Ceux qui ont la vacuité pour opinion ne pourront la réaliser, disent-ils. »1
Ou encore :
« Ceux qui s’attachent à la vacuité sont dit incurables. »
Pourquoi incurables ? Parce que la méditation sur la vacuité est le remède qui permet de se libérer des concepts erronés sur la nature des choses, de l’attachement à une réalité solide. Or si ce remède devient lui-même une source d’attachement à une vacuité, il n’y a plus de cure possible.

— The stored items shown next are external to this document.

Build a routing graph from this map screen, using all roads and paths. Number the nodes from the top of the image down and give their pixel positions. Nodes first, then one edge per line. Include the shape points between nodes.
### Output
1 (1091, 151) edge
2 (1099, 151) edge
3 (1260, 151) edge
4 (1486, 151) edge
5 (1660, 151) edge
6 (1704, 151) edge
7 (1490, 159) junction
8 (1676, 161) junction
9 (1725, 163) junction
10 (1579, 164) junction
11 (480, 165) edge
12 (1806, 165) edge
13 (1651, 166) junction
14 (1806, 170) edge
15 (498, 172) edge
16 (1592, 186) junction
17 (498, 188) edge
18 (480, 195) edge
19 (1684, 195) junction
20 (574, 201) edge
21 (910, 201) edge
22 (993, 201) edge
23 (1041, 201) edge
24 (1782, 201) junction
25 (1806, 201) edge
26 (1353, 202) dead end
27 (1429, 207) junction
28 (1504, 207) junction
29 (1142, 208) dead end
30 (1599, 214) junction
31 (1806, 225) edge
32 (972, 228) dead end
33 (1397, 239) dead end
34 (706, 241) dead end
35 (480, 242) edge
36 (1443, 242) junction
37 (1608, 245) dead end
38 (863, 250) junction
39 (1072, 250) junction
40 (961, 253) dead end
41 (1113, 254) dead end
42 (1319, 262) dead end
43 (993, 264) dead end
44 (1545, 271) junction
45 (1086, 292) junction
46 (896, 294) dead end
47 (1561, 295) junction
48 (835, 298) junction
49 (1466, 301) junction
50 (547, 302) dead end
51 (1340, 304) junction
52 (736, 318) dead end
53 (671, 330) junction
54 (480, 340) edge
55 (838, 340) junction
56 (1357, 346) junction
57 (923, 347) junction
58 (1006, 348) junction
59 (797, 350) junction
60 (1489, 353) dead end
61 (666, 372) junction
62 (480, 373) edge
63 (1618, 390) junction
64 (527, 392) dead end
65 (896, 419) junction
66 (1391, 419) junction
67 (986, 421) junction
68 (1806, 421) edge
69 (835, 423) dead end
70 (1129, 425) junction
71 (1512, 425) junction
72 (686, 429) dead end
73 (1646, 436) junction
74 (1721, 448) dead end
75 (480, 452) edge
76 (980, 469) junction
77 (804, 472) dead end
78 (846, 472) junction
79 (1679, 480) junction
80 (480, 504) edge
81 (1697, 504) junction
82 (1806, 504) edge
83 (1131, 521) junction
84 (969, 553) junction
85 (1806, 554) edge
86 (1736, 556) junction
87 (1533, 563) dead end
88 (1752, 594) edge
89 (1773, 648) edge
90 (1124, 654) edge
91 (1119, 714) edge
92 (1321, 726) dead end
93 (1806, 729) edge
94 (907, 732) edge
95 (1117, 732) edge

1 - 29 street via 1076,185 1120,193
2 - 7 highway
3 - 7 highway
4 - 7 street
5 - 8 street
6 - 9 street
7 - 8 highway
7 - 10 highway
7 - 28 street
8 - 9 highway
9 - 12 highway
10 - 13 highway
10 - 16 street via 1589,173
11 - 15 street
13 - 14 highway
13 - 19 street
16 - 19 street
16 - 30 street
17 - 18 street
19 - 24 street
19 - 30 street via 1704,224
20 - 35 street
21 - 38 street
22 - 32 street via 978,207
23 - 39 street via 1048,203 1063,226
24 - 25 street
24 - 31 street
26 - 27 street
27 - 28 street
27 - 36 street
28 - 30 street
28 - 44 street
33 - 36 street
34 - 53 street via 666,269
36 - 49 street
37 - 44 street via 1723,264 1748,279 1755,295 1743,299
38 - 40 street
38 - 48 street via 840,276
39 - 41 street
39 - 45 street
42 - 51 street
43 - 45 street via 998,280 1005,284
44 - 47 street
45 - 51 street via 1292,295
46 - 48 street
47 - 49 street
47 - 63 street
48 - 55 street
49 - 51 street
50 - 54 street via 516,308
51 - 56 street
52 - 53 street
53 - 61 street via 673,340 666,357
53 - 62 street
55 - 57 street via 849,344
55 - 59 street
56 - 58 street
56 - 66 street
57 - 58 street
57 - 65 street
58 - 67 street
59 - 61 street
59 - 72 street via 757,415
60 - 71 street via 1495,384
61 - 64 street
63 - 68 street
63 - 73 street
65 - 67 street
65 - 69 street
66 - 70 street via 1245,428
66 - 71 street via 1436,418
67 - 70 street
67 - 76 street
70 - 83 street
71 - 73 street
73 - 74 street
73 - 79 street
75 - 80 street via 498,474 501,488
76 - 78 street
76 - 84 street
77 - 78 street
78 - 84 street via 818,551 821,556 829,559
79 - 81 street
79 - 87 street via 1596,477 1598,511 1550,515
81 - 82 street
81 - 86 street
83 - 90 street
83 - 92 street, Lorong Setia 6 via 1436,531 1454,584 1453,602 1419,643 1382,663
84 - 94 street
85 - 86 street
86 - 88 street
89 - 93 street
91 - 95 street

Les débuts de l’histoire de l’art bouddhique sont au cœur de cette question de la Vérité portée par la forme. À ses débuts, l’art bouddhique est un art aniconique qui ne représente pas le Bouddha lui-même, même si toutes les autres figures, comme celles des disciples, sont représentées. Mais pas le Bouddha. Parce qu’il représente l’Éveil, il n’est pas logique de lui donner une apparence, une forme dans le monde des phénomènes duquel il s’est complètement libéré. L’art aniconique des débuts suit cette logique et utilise soit un symbole, soit un espace vide dans un contexte qui permettra de comprendre le moment de la vie du Bouddha qui est représenté.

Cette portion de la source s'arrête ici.